Sénégal : transparence des ministres mise à l’épreuve par la déclaration de patrimoine
Sénégal : transparence des ministres mise à l’épreuve par la déclaration de patrimoine
La transparence des membres du gouvernement sénégalais est sous les projecteurs. Plusieurs ministres seraient en infraction concernant leurs obligations légales de déclaration de patrimoine, un engagement fort de l’exécutif actuel. Cette situation remet en cause la crédibilité du discours anti-corruption porté par le duo Bassirou Diomaye Faye et Ousmane Sonko, au pouvoir depuis avril 2024.
Depuis 2014, la loi sénégalaise impose à certaines hautes autorités publiques, dont les ministres, de déclarer leurs biens dans les trois mois suivant leur nomination. Cette obligation vise à lutter contre la fraude et la corruption. Pourtant, des manquements persistants pourraient entraîner des sanctions administratives et pénales, comme une suspension de salaire ou des poursuites judiciaires.
une obligation légale stricte et ses implications
Le cadre légal est clair : les déclarations doivent être déposées auprès de l’Office national de lutte contre la fraude et la corruption (OFNAC) sous trois mois. Passé ce délai, les ministres concernés encourent une mise en demeure, puis des sanctions si aucune régularisation n’est effectuée. Pourtant, des cas de non-conformité persistent, comme l’a révélé la presse sénégalaise après le remaniement ministériel de l’automne 2024.

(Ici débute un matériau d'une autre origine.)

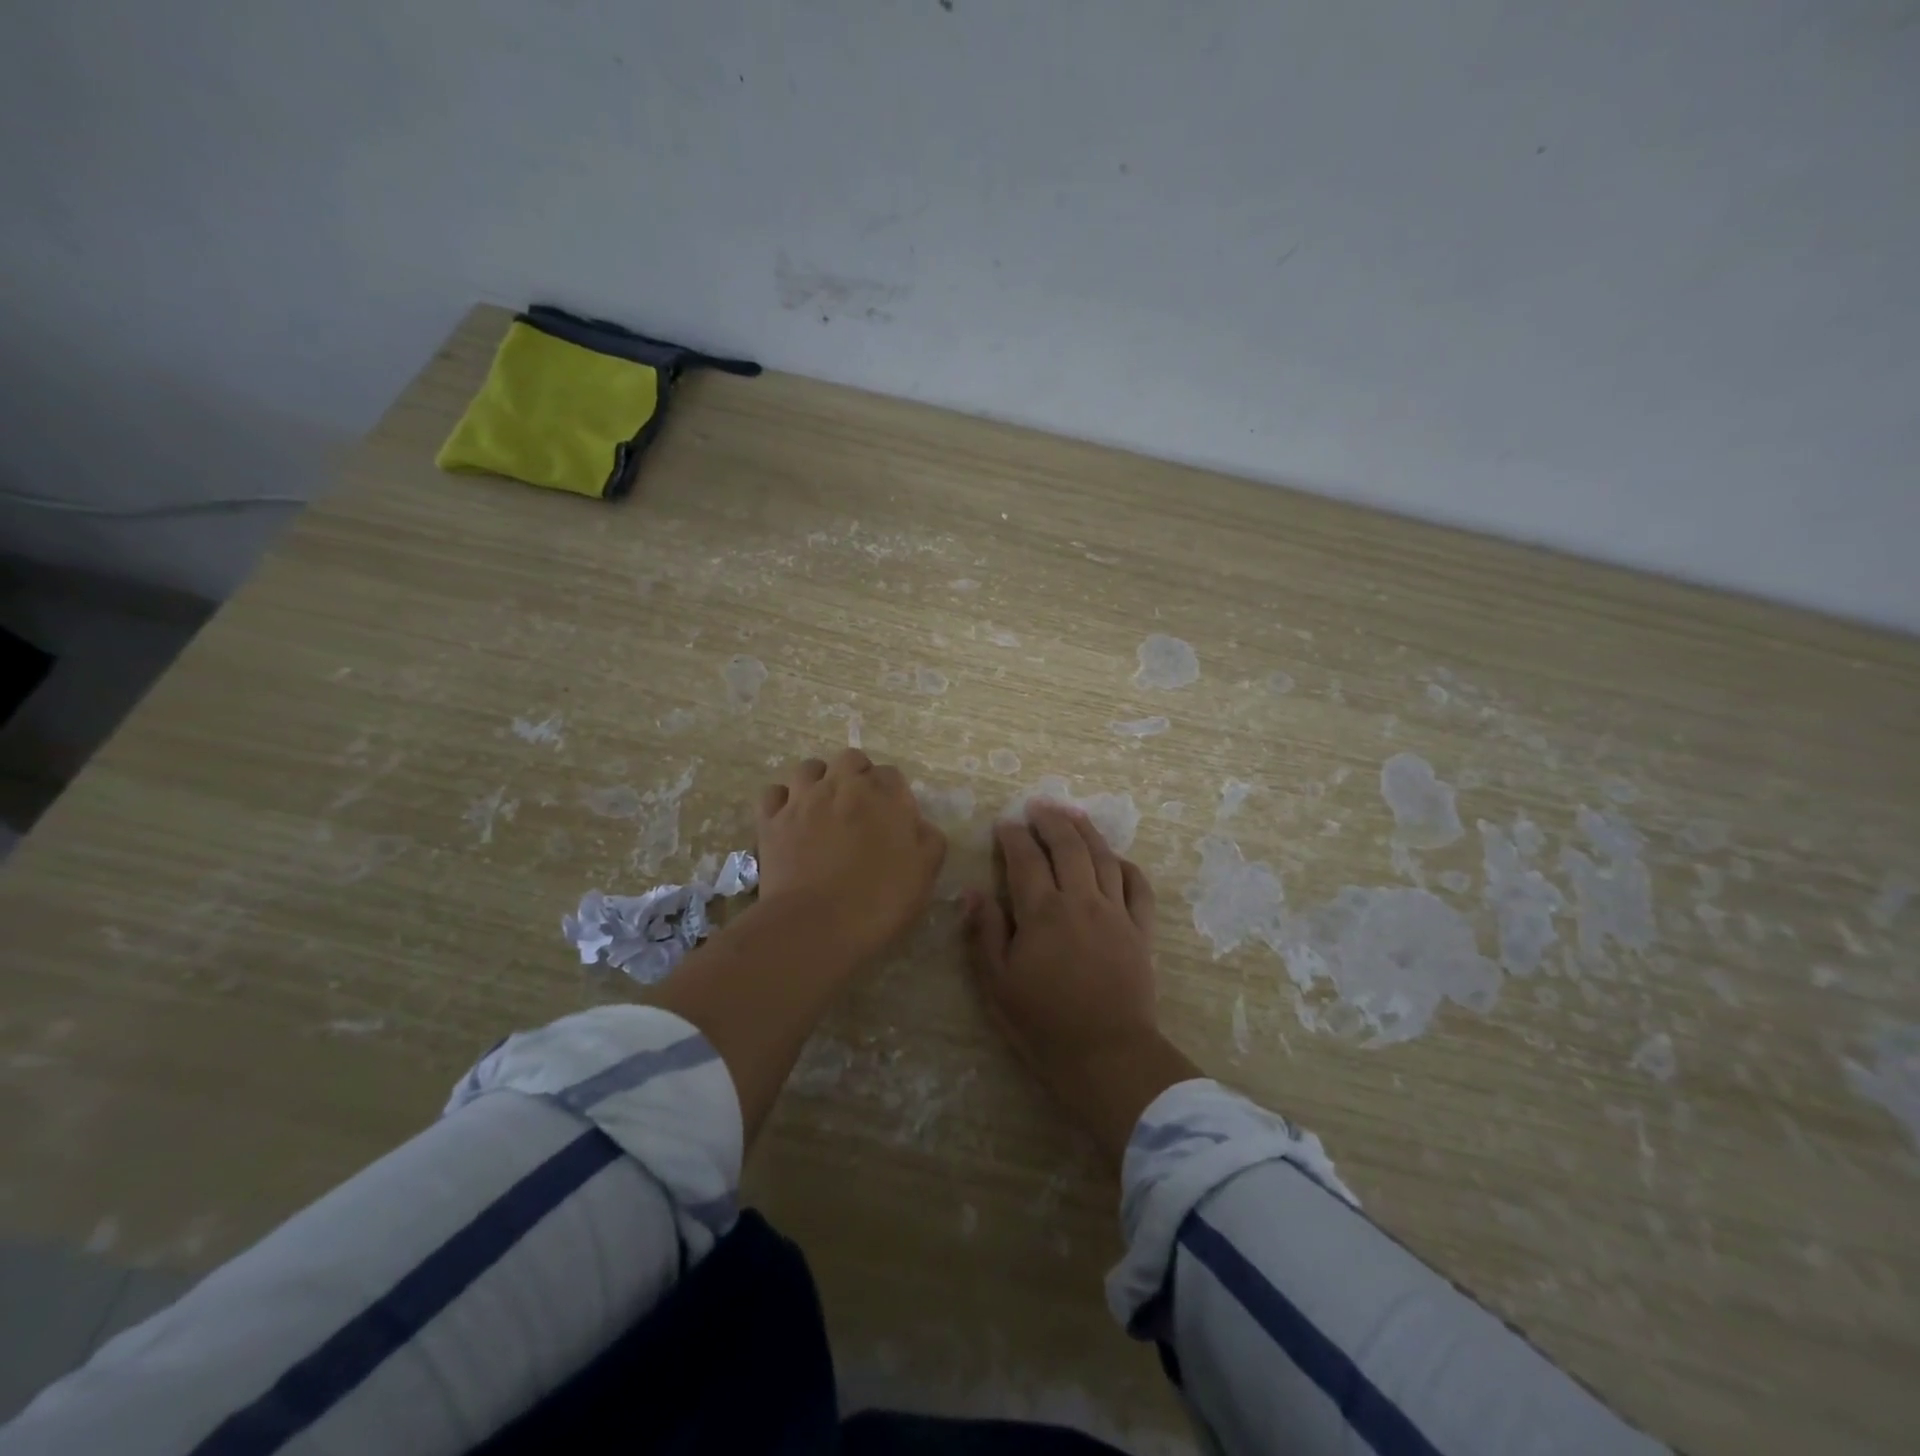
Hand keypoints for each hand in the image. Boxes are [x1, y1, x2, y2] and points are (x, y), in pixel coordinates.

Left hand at [757, 749, 947, 966]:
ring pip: (809, 768)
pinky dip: (783, 800)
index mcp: (883, 795)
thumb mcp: (924, 873)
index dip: (894, 795)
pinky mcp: (771, 821)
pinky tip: (790, 817)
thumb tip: (918, 825)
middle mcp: (841, 786)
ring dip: (820, 780)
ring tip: (824, 806)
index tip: (894, 820)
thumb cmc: (879, 901)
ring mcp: (802, 800)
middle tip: (861, 808)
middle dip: (858, 775)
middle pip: (851, 759)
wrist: (816, 926)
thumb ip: (928, 839)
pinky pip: (773, 793)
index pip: (892, 775)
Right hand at [963, 803, 1200, 1163]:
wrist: (1107, 1056)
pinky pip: (1139, 887)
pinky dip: (1127, 866)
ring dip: (1087, 831)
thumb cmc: (1043, 1024)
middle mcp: (1081, 900)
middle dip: (1051, 820)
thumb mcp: (998, 984)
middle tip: (1038, 805)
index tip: (1005, 824)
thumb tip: (974, 893)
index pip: (1026, 859)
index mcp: (1043, 912)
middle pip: (1068, 846)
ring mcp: (1116, 913)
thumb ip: (986, 934)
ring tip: (1073, 814)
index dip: (1014, 837)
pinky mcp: (1141, 930)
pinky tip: (1116, 859)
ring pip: (1103, 858)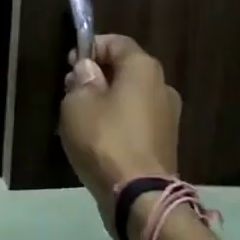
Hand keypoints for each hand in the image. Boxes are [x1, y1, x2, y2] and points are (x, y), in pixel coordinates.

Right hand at [59, 33, 181, 216]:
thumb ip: (81, 80)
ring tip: (81, 119)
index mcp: (143, 68)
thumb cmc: (105, 139)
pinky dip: (118, 123)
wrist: (140, 197)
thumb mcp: (77, 104)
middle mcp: (162, 86)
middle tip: (71, 91)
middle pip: (125, 70)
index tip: (70, 63)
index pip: (116, 42)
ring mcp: (168, 117)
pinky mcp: (166, 143)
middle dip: (98, 76)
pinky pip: (137, 122)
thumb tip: (89, 70)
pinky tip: (98, 140)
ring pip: (131, 97)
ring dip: (107, 102)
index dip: (91, 47)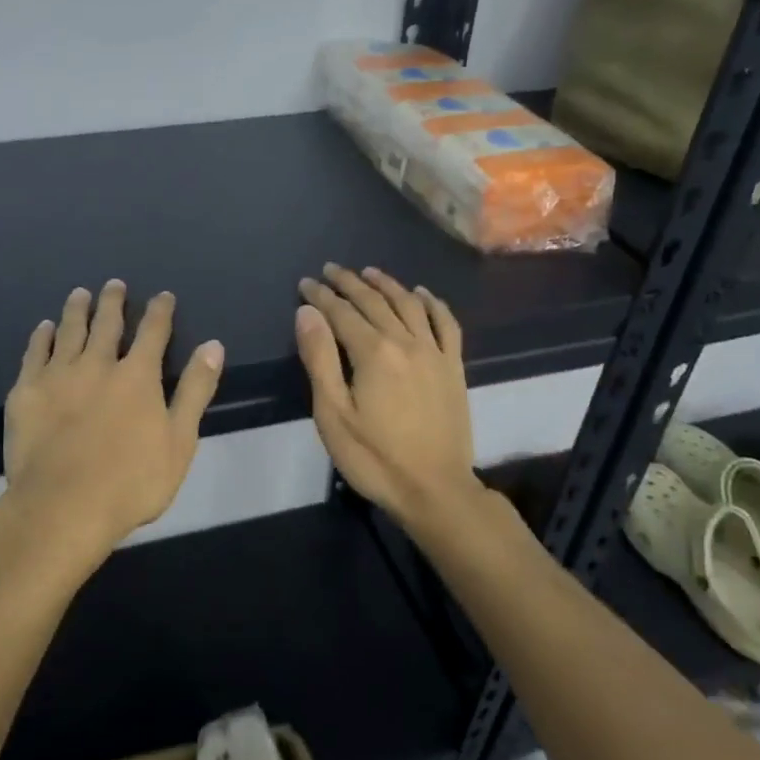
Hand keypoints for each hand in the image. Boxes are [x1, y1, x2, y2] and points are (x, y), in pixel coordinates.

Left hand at [0, 281, 224, 578]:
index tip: (163, 296)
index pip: (153, 332)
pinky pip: (34, 354)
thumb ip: (196, 390)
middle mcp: (98, 365)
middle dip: (113, 302)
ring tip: (80, 294)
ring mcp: (58, 376)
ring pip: (69, 331)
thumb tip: (213, 345)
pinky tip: (44, 328)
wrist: (63, 506)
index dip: (160, 312)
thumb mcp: (179, 440)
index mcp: (137, 376)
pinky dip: (41, 337)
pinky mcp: (26, 392)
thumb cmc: (131, 481)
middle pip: (107, 324)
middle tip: (114, 284)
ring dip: (77, 310)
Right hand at [296, 265, 479, 526]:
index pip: (342, 312)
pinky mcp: (454, 367)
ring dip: (387, 285)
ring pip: (410, 305)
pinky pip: (446, 324)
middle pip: (375, 301)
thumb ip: (319, 358)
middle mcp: (406, 342)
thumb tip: (307, 312)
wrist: (434, 490)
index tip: (305, 283)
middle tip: (331, 270)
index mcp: (374, 352)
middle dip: (349, 283)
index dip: (321, 296)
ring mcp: (435, 353)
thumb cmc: (374, 457)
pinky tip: (422, 294)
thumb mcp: (333, 413)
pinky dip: (433, 304)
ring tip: (369, 272)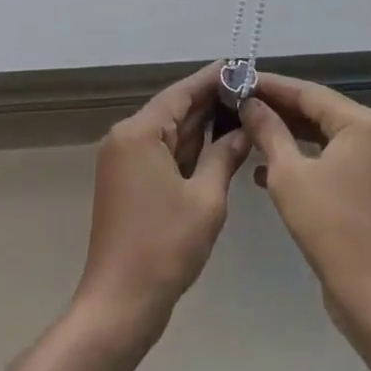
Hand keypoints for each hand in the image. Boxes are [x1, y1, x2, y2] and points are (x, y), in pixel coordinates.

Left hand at [74, 63, 253, 335]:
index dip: (213, 78)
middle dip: (211, 102)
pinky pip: (162, 152)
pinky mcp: (127, 181)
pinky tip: (218, 145)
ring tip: (242, 112)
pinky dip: (188, 149)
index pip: (182, 92)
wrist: (119, 305)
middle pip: (174, 109)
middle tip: (250, 91)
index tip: (241, 65)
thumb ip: (224, 156)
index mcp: (140, 132)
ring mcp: (123, 160)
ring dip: (201, 126)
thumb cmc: (165, 248)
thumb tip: (243, 129)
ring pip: (169, 132)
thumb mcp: (206, 199)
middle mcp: (127, 137)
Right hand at [241, 74, 370, 341]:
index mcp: (362, 122)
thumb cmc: (332, 227)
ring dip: (286, 136)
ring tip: (246, 133)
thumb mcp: (289, 175)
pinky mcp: (370, 187)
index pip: (308, 92)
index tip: (237, 80)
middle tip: (237, 104)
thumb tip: (249, 103)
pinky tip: (265, 172)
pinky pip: (330, 160)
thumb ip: (268, 131)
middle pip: (317, 111)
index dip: (270, 86)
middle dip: (277, 110)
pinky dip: (302, 161)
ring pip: (322, 137)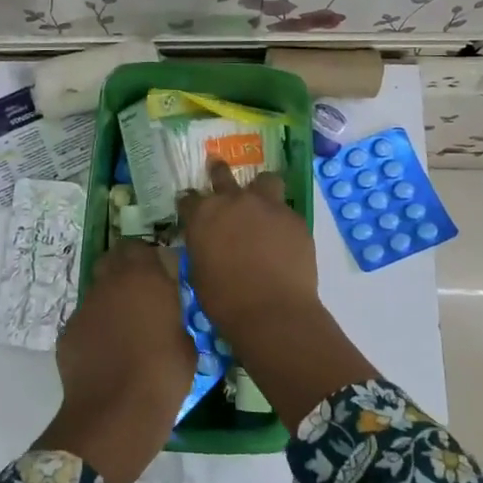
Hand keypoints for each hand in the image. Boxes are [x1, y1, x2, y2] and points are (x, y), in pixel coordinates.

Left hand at [34, 241, 193, 482]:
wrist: (116, 414)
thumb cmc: (163, 375)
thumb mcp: (186, 341)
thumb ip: (174, 315)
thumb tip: (168, 313)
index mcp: (143, 277)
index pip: (139, 247)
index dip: (147, 258)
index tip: (159, 275)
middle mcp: (110, 283)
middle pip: (112, 260)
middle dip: (124, 270)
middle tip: (141, 295)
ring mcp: (84, 307)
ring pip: (98, 292)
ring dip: (110, 303)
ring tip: (124, 333)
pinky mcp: (68, 332)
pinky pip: (85, 322)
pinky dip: (95, 331)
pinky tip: (106, 357)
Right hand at [179, 160, 375, 431]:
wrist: (272, 312)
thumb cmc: (224, 301)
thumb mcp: (199, 272)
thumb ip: (202, 247)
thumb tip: (208, 242)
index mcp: (202, 215)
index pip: (188, 198)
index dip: (189, 204)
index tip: (190, 208)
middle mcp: (233, 201)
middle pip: (222, 174)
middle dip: (218, 172)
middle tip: (217, 170)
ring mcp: (267, 205)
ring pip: (264, 180)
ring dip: (259, 188)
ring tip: (262, 200)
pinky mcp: (294, 217)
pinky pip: (285, 210)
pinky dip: (281, 219)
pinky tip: (283, 237)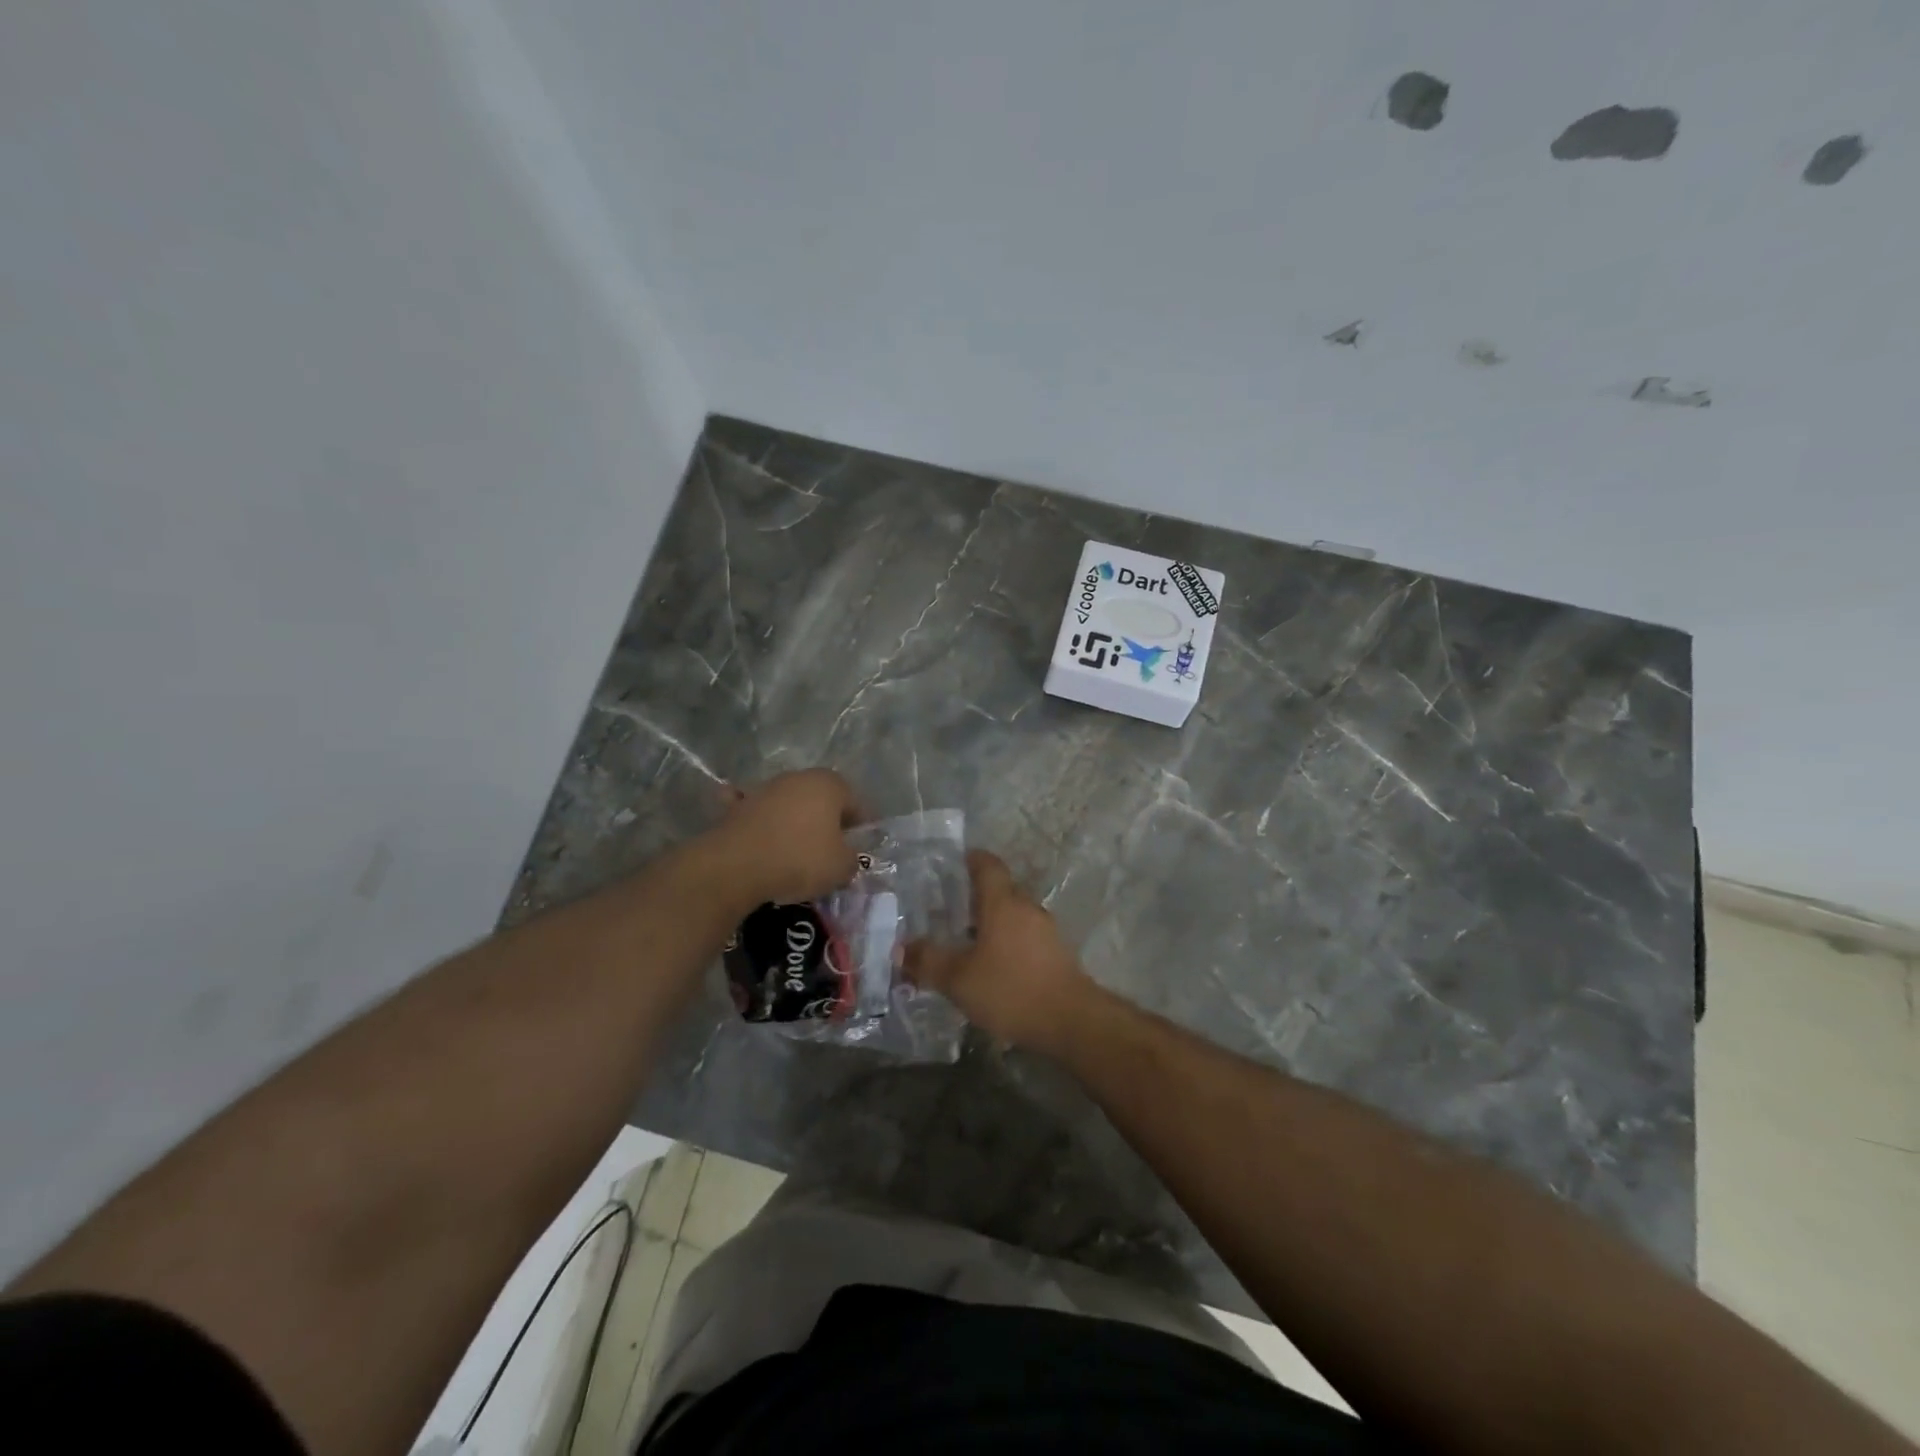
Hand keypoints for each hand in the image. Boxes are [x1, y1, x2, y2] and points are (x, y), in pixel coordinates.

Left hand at [702, 769, 861, 907]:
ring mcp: (764, 789)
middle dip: (826, 821)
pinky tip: (759, 838)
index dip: (859, 827)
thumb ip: (851, 859)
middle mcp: (797, 778)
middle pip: (820, 800)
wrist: (737, 865)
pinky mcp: (736, 806)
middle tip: (829, 850)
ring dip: (793, 821)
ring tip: (794, 852)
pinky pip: (754, 813)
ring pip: (788, 805)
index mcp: (829, 784)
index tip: (857, 849)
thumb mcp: (841, 867)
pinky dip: (758, 822)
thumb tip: (845, 858)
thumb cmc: (800, 859)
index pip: (855, 802)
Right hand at [905, 851, 1097, 1051]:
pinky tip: (994, 965)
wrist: (1071, 1020)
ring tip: (966, 940)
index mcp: (1002, 902)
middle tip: (948, 909)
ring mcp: (1045, 930)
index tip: (954, 862)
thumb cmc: (1010, 989)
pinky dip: (1007, 941)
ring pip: (1013, 915)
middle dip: (976, 895)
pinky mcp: (1057, 953)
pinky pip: (1025, 936)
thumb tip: (901, 949)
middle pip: (1000, 890)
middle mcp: (1026, 907)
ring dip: (992, 922)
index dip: (971, 859)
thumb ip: (928, 961)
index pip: (987, 865)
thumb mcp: (958, 979)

L’OFNAC, dirigé par une magistrate, a les prérogatives pour activer ces procédures. Cependant, son effectivité est souvent questionnée, notamment en raison du faible taux de conformité enregistré dans les rapports précédents. Le dernier rapport public évoquait des centaines de déclarations non déposées, y compris sous les gouvernements précédents.
un enjeu politique majeur pour le gouvernement actuel
La lutte contre la corruption et l’enrichissement illicite a été au cœur de la campagne électorale victorieuse du parti Pastef. Le gouvernement a déjà engagé des procédures contre d’anciens responsables du régime de Macky Sall, en s’appuyant sur les outils de l’OFNAC et du parquet financier. Un défaut de conformité au sein de l’équipe actuelle fragiliserait donc la posture morale revendiquée par les autorités.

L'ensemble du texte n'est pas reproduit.